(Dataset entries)
********

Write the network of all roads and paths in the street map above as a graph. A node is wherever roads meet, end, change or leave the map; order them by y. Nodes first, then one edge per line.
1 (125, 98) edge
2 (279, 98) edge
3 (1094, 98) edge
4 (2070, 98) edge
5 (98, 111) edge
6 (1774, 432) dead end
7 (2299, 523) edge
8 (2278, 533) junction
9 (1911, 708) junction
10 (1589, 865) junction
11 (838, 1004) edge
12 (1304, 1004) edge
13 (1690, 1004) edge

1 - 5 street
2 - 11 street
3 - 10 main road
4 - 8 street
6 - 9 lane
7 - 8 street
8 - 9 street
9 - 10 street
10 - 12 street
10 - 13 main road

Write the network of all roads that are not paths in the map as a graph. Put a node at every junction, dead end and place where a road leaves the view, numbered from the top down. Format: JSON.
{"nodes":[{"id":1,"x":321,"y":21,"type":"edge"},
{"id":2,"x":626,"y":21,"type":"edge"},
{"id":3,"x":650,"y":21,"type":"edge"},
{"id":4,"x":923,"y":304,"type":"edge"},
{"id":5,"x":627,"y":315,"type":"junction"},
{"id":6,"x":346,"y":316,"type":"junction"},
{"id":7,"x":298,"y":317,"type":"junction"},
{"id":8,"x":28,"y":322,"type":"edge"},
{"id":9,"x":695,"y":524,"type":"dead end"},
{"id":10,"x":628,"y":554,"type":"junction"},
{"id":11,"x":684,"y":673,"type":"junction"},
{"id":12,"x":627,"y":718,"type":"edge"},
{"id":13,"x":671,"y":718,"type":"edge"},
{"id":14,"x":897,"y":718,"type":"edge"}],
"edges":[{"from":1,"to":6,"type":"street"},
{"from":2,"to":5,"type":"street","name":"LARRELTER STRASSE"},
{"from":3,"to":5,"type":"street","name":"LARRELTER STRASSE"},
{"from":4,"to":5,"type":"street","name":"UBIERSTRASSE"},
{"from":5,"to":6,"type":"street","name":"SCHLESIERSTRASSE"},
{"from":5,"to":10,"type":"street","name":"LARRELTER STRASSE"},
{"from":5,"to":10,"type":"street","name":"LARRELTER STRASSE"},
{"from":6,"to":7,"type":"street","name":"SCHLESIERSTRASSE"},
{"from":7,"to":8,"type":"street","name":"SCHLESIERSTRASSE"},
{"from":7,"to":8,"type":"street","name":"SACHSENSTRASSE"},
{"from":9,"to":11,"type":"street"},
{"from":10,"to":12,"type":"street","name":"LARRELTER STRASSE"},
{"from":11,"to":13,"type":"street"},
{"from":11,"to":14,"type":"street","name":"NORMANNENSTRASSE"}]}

********

EXERCISE OBJECTIVE => Repeat each line of the data exactly as it appears above.

YOUR SOLUTION =>
Write the network of all roads and paths in the street map above as a graph. A node is wherever roads meet, end, change or leave the map; order them by y. Nodes first, then one edge per line.
1 (125, 98) edge
2 (279, 98) edge
3 (1094, 98) edge
4 (2070, 98) edge
5 (98, 111) edge
6 (1774, 432) dead end
7 (2299, 523) edge
8 (2278, 533) junction
9 (1911, 708) junction
10 (1589, 865) junction
11 (838, 1004) edge
12 (1304, 1004) edge
13 (1690, 1004) edge

1 - 5 street
2 - 11 street
3 - 10 main road
4 - 8 street
6 - 9 lane
7 - 8 street
8 - 9 street
9 - 10 street
10 - 12 street
10 - 13 main road

Write the network of all roads that are not paths in the map as a graph. Put a node at every junction, dead end and place where a road leaves the view, numbered from the top down. Format: JSON.
{"nodes":[{"id":1,"x":321,"y":21,"type":"edge"},
{"id":2,"x":626,"y":21,"type":"edge"},
{"id":3,"x":650,"y":21,"type":"edge"},
{"id":4,"x":923,"y":304,"type":"edge"},
{"id":5,"x":627,"y":315,"type":"junction"},
{"id":6,"x":346,"y":316,"type":"junction"},
{"id":7,"x":298,"y":317,"type":"junction"},
{"id":8,"x":28,"y":322,"type":"edge"},
{"id":9,"x":695,"y":524,"type":"dead end"},
{"id":10,"x":628,"y":554,"type":"junction"},
{"id":11,"x":684,"y":673,"type":"junction"},
{"id":12,"x":627,"y":718,"type":"edge"},
{"id":13,"x":671,"y":718,"type":"edge"},
{"id":14,"x":897,"y":718,"type":"edge"}],
"edges":[{"from":1,"to":6,"type":"street"},
{"from":2,"to":5,"type":"street","name":"LARRELTER STRASSE"},
{"from":3,"to":5,"type":"street","name":"LARRELTER STRASSE"},
{"from":4,"to":5,"type":"street","name":"UBIERSTRASSE"},
{"from":5,"to":6,"type":"street","name":"SCHLESIERSTRASSE"},
{"from":5,"to":10,"type":"street","name":"LARRELTER STRASSE"},
{"from":5,"to":10,"type":"street","name":"LARRELTER STRASSE"},
{"from":6,"to":7,"type":"street","name":"SCHLESIERSTRASSE"},
{"from":7,"to":8,"type":"street","name":"SCHLESIERSTRASSE"},
{"from":7,"to":8,"type":"street","name":"SACHSENSTRASSE"},
{"from":9,"to":11,"type":"street"},
{"from":10,"to":12,"type":"street","name":"LARRELTER STRASSE"},
{"from":11,"to":13,"type":"street"},
{"from":11,"to":14,"type":"street","name":"NORMANNENSTRASSE"}]}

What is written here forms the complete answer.